> Saved data entries:
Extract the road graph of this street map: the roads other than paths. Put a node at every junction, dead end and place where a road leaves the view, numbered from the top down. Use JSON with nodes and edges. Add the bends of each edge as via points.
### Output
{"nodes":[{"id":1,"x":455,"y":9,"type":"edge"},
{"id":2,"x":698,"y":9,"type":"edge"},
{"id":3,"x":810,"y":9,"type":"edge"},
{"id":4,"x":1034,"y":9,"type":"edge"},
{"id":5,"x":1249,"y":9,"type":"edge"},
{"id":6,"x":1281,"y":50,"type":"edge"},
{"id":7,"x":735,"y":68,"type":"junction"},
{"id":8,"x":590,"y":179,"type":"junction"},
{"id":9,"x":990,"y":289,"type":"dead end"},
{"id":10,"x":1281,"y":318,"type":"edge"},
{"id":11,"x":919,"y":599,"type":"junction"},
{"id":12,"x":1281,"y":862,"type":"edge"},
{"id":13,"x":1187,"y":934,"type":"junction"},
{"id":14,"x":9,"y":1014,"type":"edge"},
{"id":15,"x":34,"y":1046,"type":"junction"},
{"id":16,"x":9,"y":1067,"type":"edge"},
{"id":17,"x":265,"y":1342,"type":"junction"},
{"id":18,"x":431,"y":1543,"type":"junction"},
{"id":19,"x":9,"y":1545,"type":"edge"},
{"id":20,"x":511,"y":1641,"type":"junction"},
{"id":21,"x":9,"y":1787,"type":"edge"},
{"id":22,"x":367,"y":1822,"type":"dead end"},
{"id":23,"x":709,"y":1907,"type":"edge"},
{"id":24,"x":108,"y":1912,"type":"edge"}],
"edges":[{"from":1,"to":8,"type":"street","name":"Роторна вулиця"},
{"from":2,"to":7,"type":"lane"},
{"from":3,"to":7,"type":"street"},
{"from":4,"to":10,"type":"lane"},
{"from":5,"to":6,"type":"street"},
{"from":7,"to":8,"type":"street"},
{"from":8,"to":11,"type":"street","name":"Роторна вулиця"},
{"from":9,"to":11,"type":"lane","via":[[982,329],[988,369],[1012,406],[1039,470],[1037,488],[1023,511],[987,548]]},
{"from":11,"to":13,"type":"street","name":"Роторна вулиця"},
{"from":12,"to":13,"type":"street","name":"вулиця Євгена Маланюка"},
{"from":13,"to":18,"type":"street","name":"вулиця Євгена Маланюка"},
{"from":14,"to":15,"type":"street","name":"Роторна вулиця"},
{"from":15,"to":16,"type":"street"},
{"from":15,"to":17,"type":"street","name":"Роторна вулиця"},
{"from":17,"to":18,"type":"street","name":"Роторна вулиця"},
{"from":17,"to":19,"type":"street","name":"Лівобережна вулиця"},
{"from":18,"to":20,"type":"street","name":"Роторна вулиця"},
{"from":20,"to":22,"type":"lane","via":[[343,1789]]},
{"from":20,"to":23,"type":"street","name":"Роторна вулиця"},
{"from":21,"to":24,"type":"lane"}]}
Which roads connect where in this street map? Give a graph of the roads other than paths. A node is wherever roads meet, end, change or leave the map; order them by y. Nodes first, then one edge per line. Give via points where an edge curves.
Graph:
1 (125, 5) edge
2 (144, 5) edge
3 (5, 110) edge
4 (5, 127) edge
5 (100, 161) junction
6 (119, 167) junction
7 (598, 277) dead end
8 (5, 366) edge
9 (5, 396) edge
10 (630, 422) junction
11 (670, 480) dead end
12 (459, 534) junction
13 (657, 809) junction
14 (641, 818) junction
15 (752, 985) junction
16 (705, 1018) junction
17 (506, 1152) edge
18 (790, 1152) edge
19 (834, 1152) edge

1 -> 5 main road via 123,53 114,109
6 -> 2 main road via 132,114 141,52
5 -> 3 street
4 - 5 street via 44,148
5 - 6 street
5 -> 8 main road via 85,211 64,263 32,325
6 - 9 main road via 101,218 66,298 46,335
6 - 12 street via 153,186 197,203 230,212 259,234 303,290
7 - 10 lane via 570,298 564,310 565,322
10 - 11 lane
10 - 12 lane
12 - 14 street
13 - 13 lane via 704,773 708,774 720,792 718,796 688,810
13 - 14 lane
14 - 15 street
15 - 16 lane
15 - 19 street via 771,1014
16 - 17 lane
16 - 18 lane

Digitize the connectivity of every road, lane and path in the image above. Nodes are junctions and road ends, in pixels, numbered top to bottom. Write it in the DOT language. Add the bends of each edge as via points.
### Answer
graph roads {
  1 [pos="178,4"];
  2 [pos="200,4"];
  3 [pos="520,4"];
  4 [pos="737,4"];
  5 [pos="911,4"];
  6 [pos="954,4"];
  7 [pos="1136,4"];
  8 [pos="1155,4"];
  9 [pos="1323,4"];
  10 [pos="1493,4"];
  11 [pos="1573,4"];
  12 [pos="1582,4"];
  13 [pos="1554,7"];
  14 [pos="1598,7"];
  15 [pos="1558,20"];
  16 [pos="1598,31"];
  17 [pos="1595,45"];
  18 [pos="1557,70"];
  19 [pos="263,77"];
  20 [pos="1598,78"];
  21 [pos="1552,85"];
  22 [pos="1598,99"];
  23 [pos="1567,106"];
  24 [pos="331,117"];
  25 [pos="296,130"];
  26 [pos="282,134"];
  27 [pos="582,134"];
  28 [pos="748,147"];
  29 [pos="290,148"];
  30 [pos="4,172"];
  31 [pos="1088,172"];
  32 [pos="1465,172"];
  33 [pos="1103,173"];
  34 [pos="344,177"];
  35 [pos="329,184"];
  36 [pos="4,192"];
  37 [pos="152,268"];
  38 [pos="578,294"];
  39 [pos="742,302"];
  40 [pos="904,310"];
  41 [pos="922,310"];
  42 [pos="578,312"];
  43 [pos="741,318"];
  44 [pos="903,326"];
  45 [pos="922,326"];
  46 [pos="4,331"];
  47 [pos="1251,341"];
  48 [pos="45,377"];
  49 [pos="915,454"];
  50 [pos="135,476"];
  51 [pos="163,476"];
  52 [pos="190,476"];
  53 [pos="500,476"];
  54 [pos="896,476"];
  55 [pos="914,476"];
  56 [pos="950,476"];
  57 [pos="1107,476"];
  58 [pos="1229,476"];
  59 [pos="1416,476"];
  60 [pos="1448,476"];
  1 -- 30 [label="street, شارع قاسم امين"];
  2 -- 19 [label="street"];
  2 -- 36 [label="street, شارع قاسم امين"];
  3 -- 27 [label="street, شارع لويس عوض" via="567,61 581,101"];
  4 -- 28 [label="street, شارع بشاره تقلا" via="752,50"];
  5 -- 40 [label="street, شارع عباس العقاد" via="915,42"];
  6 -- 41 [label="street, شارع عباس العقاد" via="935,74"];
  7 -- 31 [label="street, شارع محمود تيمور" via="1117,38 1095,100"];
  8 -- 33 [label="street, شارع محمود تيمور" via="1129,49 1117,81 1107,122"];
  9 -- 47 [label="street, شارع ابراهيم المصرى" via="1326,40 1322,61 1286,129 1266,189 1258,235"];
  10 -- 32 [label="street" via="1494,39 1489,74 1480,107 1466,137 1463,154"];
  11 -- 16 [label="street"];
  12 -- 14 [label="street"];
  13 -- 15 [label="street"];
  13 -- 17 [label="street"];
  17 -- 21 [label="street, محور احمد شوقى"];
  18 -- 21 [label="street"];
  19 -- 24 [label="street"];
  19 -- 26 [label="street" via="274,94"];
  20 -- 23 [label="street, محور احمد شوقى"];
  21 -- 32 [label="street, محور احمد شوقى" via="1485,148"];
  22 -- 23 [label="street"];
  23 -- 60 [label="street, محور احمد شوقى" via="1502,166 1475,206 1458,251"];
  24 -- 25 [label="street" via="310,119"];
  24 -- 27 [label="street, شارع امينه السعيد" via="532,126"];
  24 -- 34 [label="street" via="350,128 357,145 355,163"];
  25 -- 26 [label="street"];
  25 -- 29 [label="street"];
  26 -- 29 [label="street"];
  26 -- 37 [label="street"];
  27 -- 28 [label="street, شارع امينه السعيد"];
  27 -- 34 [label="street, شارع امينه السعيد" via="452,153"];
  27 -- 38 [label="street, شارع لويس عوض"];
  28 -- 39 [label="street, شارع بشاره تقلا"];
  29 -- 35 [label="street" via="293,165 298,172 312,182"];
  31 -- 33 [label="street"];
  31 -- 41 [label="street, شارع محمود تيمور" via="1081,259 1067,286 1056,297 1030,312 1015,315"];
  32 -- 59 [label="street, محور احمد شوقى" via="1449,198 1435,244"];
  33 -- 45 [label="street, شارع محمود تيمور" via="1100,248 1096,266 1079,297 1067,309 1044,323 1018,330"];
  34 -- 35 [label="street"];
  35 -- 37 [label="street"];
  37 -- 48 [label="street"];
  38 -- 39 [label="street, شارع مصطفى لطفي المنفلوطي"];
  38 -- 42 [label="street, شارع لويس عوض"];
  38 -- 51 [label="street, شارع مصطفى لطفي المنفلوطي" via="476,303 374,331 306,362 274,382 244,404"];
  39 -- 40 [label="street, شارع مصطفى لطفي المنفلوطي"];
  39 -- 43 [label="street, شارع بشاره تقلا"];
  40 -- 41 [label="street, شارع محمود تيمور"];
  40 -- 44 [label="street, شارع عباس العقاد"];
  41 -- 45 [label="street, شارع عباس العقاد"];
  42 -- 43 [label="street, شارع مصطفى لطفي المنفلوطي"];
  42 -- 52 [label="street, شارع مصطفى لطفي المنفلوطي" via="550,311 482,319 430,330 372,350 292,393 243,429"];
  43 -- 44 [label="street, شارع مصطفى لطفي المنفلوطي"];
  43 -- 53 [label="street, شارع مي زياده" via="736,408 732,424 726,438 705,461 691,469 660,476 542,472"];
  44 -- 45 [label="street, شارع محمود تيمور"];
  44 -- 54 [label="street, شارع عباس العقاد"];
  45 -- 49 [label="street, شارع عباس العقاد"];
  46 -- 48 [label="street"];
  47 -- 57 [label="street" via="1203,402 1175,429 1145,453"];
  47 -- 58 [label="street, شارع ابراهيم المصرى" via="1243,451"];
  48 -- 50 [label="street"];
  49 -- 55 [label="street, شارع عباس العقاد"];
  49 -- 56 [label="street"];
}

> Exercise brief: Look through the entries above and say how many lines hold the word "main", giving the number alone.

> Output: 4